Work request>
Some lines in the entries contain the word "中山南一路". Copy all of them.

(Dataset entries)
..............................
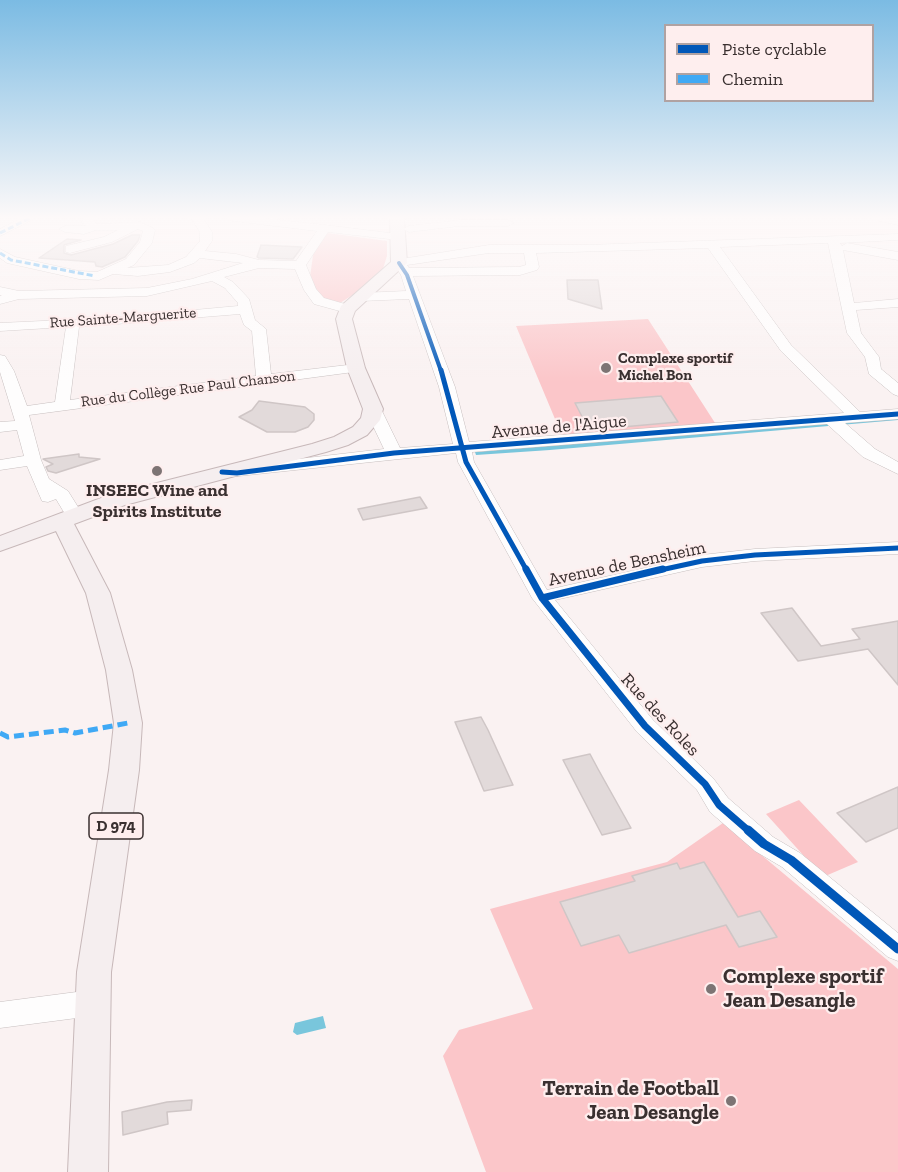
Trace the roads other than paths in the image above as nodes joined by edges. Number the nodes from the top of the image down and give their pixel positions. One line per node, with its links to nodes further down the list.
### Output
1 (74, 273): 9 (street)
2 (106, 273): 9 (street)
3 (226, 273): 10 (street)
4 (303, 273): 15 (street)
5 (396, 273): 15 (main road)
6 (404, 273): 12 (street, Rue des Roles)
7 (732, 273): 30 (street)
8 (841, 273): 19 (street)
9 (95, 276): 17 (street)
10 (213, 276): 18 (street); 20 (street)
11 (0, 291): 13 (street)
12 (413, 295): 15 (street); 34 (street, Rue des Roles)
13 (19, 299): 14 (street); 17 (street)
14 (0, 300)
15 (354, 303): 23 (main road)
16 (898, 303): 19 (street)
17 (65, 305): 18 (street); 21 (street, Rue Sainte-Marguerite); 22 (street, Rue Sainte-Marguerite)
18 (111, 307): 20 (street, Rue Sainte-Marguerite); 21 (street, Rue Sainte-Marguerite)
19 (848, 307): 26 (street)
20 (246, 309): 25 (street)
21 (73, 323): 27 (street)
22 (0, 327)
23 (356, 368): 25 (street, Rue du Collège Rue Paul Chanson); 33 (main road)
24 (2, 371): 29 (street)
25 (264, 378): 27 (street, Rue du Collège Rue Paul Chanson)
26 (898, 391)
27 (62, 405): 29 (street, Rue du Collège Rue Paul Chanson)
28 (898, 414): 30 (street, Avenue de l'Aigue)
29 (22, 418): 32 (street, Rue du Collège Rue Paul Chanson); 36 (street)
30 (857, 418): 31 (street, Avenue de l'Aigue)
31 (835, 423): 34 (street, Avenue de l'Aigue); 38 (street)
32 (0, 427)
33 (374, 428): 35 (street); 39 (main road)
34 (462, 449): 35 (street, Avenue de l'Aigue); 43 (street, Rue des Roles)
35 (394, 453): 39 (street, Avenue de l'Aigue)
36 (33, 460): 37 (street); 40 (street)
37 (0, 465)
38 (898, 469)
39 (222, 472): 40 (main road)
40 (71, 526): 41 (main road); 45 (main road, D 974)
41 (0, 545)
42 (898, 548): 43 (street, Avenue de Bensheim)
43 (542, 598): 44 (street, Rue des Roles)
44 (898, 949)
45 (92, 1003): 46 (street); 47 (main road, D 974)
46 (0, 1015)
47 (88, 1172)

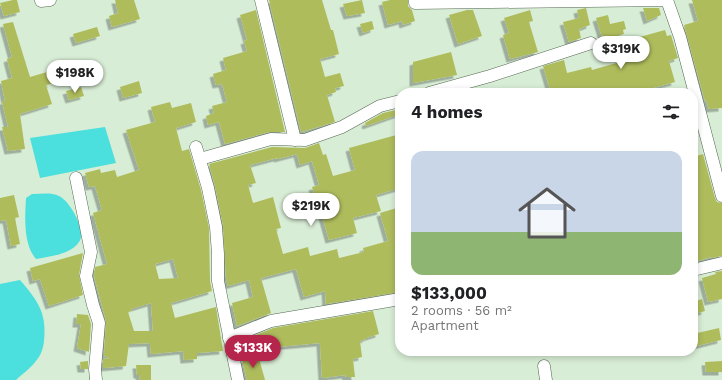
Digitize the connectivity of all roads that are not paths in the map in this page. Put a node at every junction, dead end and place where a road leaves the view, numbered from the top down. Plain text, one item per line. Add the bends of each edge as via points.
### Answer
1 (41, 0) edge
2 (50, 0) edge
3 (261, 0) edge
4 (415, 0) edge
5 (667, 0) edge
6 (571, 1) edge
7 (591, 44) dead end
8 (447, 88) edge
9 (693, 88) edge
10 (395, 102) edge
11 (698, 105) edge
12 (294, 140) junction
13 (196, 147) dead end
14 (200, 159) junction
15 (76, 178) dead end
16 (722, 196) edge
17 (722, 263) edge
18 (698, 269) edge
19 (395, 300) edge
20 (229, 338) junction
21 (544, 366) dead end
22 (96, 380) edge
23 (238, 380) edge
24 (546, 380) edge

1 - 2 street
3 - 12 street
4 - 6 street via 415,3
5 - 6 street
5 - 9 street
7 - 8 street
10 - 12 street via 380,106 342,126 305,140
11 - 16 street
12 - 14 street via 271,139
13 - 14 street
14 - 20 street via 216,227 218,281
15 - 22 street via 91,252 86,276 99,323
17 - 18 street
19 - 20 street via 271,321
20 - 23 street
21 - 24 street

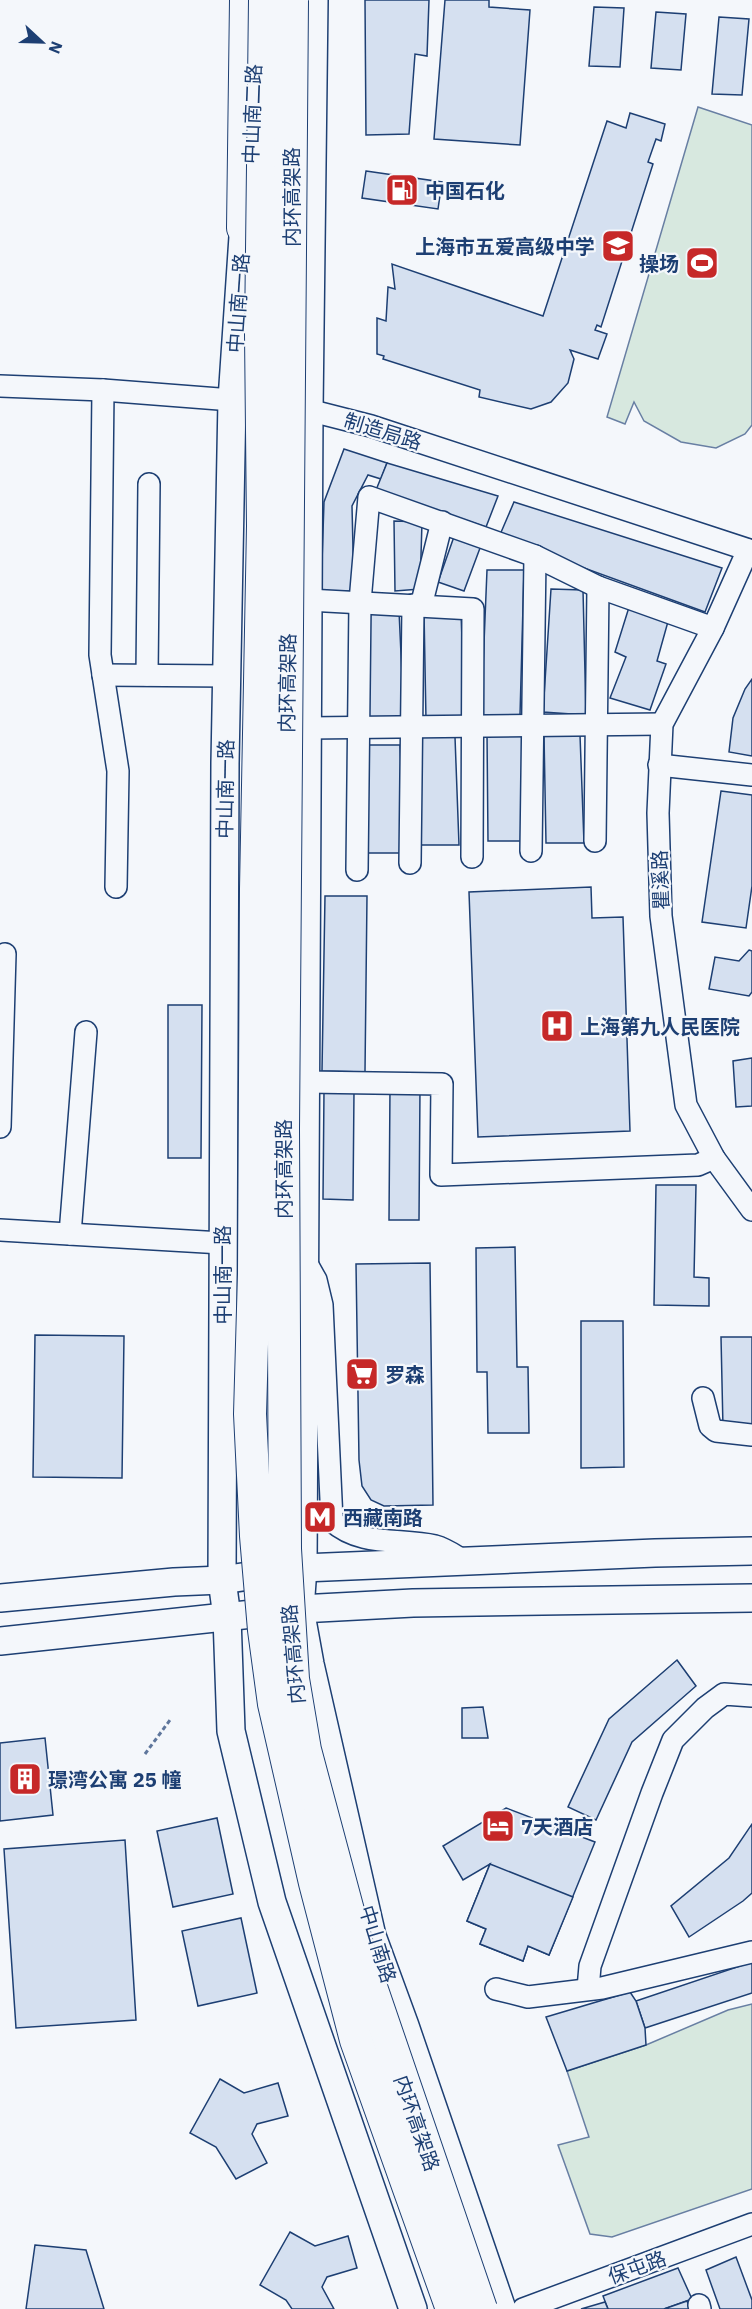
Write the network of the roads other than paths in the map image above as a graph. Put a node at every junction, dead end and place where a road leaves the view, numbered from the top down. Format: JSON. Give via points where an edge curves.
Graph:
{"nodes":[{"id":1,"x":234,"y":0,"type":"edge"},
{"id":2,"x":246,"y":0,"type":"edge"},
{"id":3,"x":255,"y":0,"type":"edge"},
{"id":4,"x":265,"y":0,"type":"edge"},
{"id":5,"x":292,"y":0,"type":"edge"},
{"id":6,"x":315,"y":0,"type":"edge"},
{"id":7,"x":243,"y":228,"type":"junction"},
{"id":8,"x":0,"y":386,"type":"edge"},
{"id":9,"x":103,"y":390,"type":"junction"},
{"id":10,"x":232,"y":400,"type":"junction"},
{"id":11,"x":309,"y":410,"type":"junction"},
{"id":12,"x":149,"y":484,"type":"dead end"},
{"id":13,"x":442,"y":522,"type":"junction"},
{"id":14,"x":750,"y":551,"type":"edge"},
{"id":15,"x":535,"y":556,"type":"junction"},
{"id":16,"x":597,"y":587,"type":"junction"},
{"id":17,"x":308,"y":600,"type":"junction"},
{"id":18,"x":360,"y":602,"type":"junction"},
{"id":19,"x":417,"y":606,"type":"junction"},
{"id":20,"x":714,"y":627,"type":"junction"},
{"id":21,"x":103,"y":675,"type":"junction"},
{"id":22,"x":147,"y":675,"type":"junction"},
{"id":23,"x":227,"y":676,"type":"junction"},
{"id":24,"x":662,"y":724,"type":"junction"},
{"id":25,"x":596,"y":725,"type":"junction"},
{"id":26,"x":472,"y":726,"type":"junction"},
{"id":27,"x":532,"y":726,"type":"junction"},
{"id":28,"x":358,"y":727,"type":"junction"},
{"id":29,"x":411,"y":727,"type":"junction"},
{"id":30,"x":308,"y":728,"type":"junction"},
{"id":31,"x":659,"y":765,"type":"junction"},
{"id":32,"x":752,"y":775,"type":"edge"},
{"id":33,"x":595,"y":841,"type":"dead end"},
{"id":34,"x":531,"y":851,"type":"dead end"},
{"id":35,"x":472,"y":857,"type":"dead end"},
{"id":36,"x":410,"y":863,"type":"dead end"},
{"id":37,"x":357,"y":870,"type":"dead end"},
{"id":38,"x":116,"y":887,"type":"dead end"},
{"id":39,"x":5,"y":954,"type":"dead end"},
{"id":40,"x":86,"y":1032,"type":"dead end"},
{"id":41,"x":306,"y":1082,"type":"junction"},
{"id":42,"x":0,"y":1127,"type":"edge"},
{"id":43,"x":714,"y":1158,"type":"junction"},
{"id":44,"x":752,"y":1210,"type":"edge"},
{"id":45,"x":0,"y":1230,"type":"edge"},
{"id":46,"x":70,"y":1234,"type":"junction"},
{"id":47,"x":222,"y":1243,"type":"junction"},
{"id":48,"x":304,"y":1258,"type":"junction"},
{"id":49,"x":703,"y":1398,"type":"dead end"},
{"id":50,"x":752,"y":1435,"type":"edge"},
{"id":51,"x":752,"y":1551,"type":"edge"},
{"id":52,"x":464,"y":1561,"type":"junction"},
{"id":53,"x":303,"y":1568,"type":"junction"},
{"id":54,"x":222,"y":1580,"type":"junction"},
{"id":55,"x":0,"y":1598,"type":"edge"},
{"id":56,"x":752,"y":1598,"type":"edge"},
{"id":57,"x":300,"y":1609,"type":"junction"},
{"id":58,"x":227,"y":1617,"type":"junction"},
{"id":59,"x":0,"y":1641,"type":"edge"},
{"id":60,"x":752,"y":1696,"type":"edge"},
{"id":61,"x":749,"y":1951,"type":"edge"},
{"id":62,"x":496,"y":1989,"type":"dead end"},
{"id":63,"x":588,"y":1989,"type":"junction"},
{"id":64,"x":752,"y":2224,"type":"edge"},
{"id":65,"x":413,"y":2309,"type":"edge"},
{"id":66,"x":452,"y":2309,"type":"edge"},
{"id":67,"x":480,"y":2309,"type":"edge"},
{"id":68,"x":502,"y":2309,"type":"edge"},
{"id":69,"x":523,"y":2309,"type":"edge"}],
"edges":[{"from":1,"to":7,"type":"main road","name":"中山南一路","via":[[233,209]]},
{"from":2,"to":7,"type":"highway"},
{"from":3,"to":7,"type":"main road","name":"中山南二路","via":[[254,138]]},
{"from":4,"to":66,"type":"highway","name":"内环高架路","bridge":true,"via":[[250,1414],[262,1607],[274,1704],[356,2040]]},
{"from":5,"to":67,"type":"highway","name":"内环高架路","bridge":true,"via":[[283,1140],[285,1549],[293,1678],[305,1750],[359,1952]]},
{"from":6,"to":11,"type":"main road"},
{"from":7,"to":10,"type":"main road","name":"中山南一路"},
{"from":8,"to":9,"type":"street","name":"制造局路"},
{"from":9,"to":10,"type":"street","name":"制造局路"},
{"from":9,"to":21,"type":"street"},
{"from":10,"to":11,"type":"street","name":"制造局路","via":[[269,400]]},
{"from":10,"to":23,"type":"main road","name":"中山南一路"},
{"from":11,"to":14,"type":"street","name":"制造局路","via":[[371,426]]},
{"from":11,"to":17,"type":"main road"},
{"from":12,"to":22,"type":"street"},
{"from":13,"to":15,"type":"street"},
{"from":13,"to":18,"type":"street","via":[[369,497]]},
{"from":13,"to":19,"type":"street"},
{"from":14,"to":20,"type":"street","name":"瞿溪路"},
{"from":15,"to":16,"type":"street"},
{"from":15,"to":27,"type":"street"},
{"from":16,"to":20,"type":"street"},
{"from":16,"to":25,"type":"street"},
{"from":17,"to":18,"type":"street"},
{"from":17,"to":30,"type":"main road"},
{"from":18,"to":19,"type":"street"},
{"from":18,"to":28,"type":"street"},
{"from":19,"to":26,"type":"street","via":[[473,609]]},
{"from":19,"to":29,"type":"street"},
{"from":20,"to":24,"type":"street","name":"瞿溪路"},
{"from":21,"to":22,"type":"street"},
{"from":21,"to":38,"type":"street","via":[[118,771]]},
{"from":22,"to":23,"type":"street"},
{"from":23,"to":47,"type":"main road","name":"中山南一路"},
{"from":24,"to":25,"type":"street"},
{"from":24,"to":31,"type":"street","name":"瞿溪路"},
{"from":25,"to":27,"type":"street"},
{"from":25,"to":33,"type":"street"},
{"from":26,"to":27,"type":"street"},
{"from":26,"to":29,"type":"street"},
{"from":26,"to":35,"type":"street"},
{"from":27,"to":34,"type":"street"},
{"from":28,"to":29,"type":"street"},
{"from":28,"to":30,"type":"street"},
{"from":28,"to":37,"type":"street"},
{"from":29,"to":36,"type":"street"},
{"from":30,"to":41,"type":"main road"},
{"from":31,"to":32,"type":"street"},
{"from":31,"to":43,"type":"street","name":"瞿溪路","via":[[661,916],[686,1105]]},
{"from":39,"to":42,"type":"street"},
{"from":40,"to":46,"type":"street"},
{"from":41,"to":43,"type":"street","via":[[442,1084],[441,1175],[698,1165]]},
{"from":41,"to":48,"type":"main road"},
{"from":43,"to":44,"type":"street","name":"瞿溪路"},
{"from":45,"to":46,"type":"street"},
{"from":46,"to":47,"type":"street"},
{"from":47,"to":54,"type":"main road","name":"中山南一路"},
{"from":48,"to":52,"type":"street","via":[[316,1280],[322,1305],[332,1521],[339,1528],[367,1539],[434,1546]]},
{"from":48,"to":53,"type":"main road"},
{"from":49,"to":50,"type":"street","via":[[710,1426],[716,1431]]},
{"from":51,"to":52,"type":"main road"},
{"from":52,"to":53,"type":"main road"},
{"from":53,"to":54,"type":"main road"},
{"from":53,"to":57,"type":"main road","name":"中山南路"},
{"from":54,"to":55,"type":"main road"},
{"from":54,"to":58,"type":"main road"},
{"from":56,"to":57,"type":"main road","via":[[413,1603]]},
{"from":57,"to":58,"type":"main road"},
{"from":57,"to":68,"type":"main road","name":"中山南路","via":[[372,1936]]},
{"from":58,"to":59,"type":"main road"},
{"from":58,"to":65,"type":"main road","via":[[231,1731],[272,1902]]},
{"from":60,"to":63,"type":"street","via":[[724,1694],[673,1740],[590,1966]]},
{"from":61,"to":63,"type":"street"},
{"from":62,"to":63,"type":"street","via":[[528,1997]]},
{"from":64,"to":69,"type":"street","name":"保屯路"}]}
..............................
Exercise answer>
"edges":[{"from":1,"to":7,"type":"main road","name":"中山南一路","via":[[233,209]]},
{"from":7,"to":10,"type":"main road","name":"中山南一路"},
{"from":10,"to":23,"type":"main road","name":"中山南一路"},
{"from":23,"to":47,"type":"main road","name":"中山南一路"},
{"from":47,"to":54,"type":"main road","name":"中山南一路"},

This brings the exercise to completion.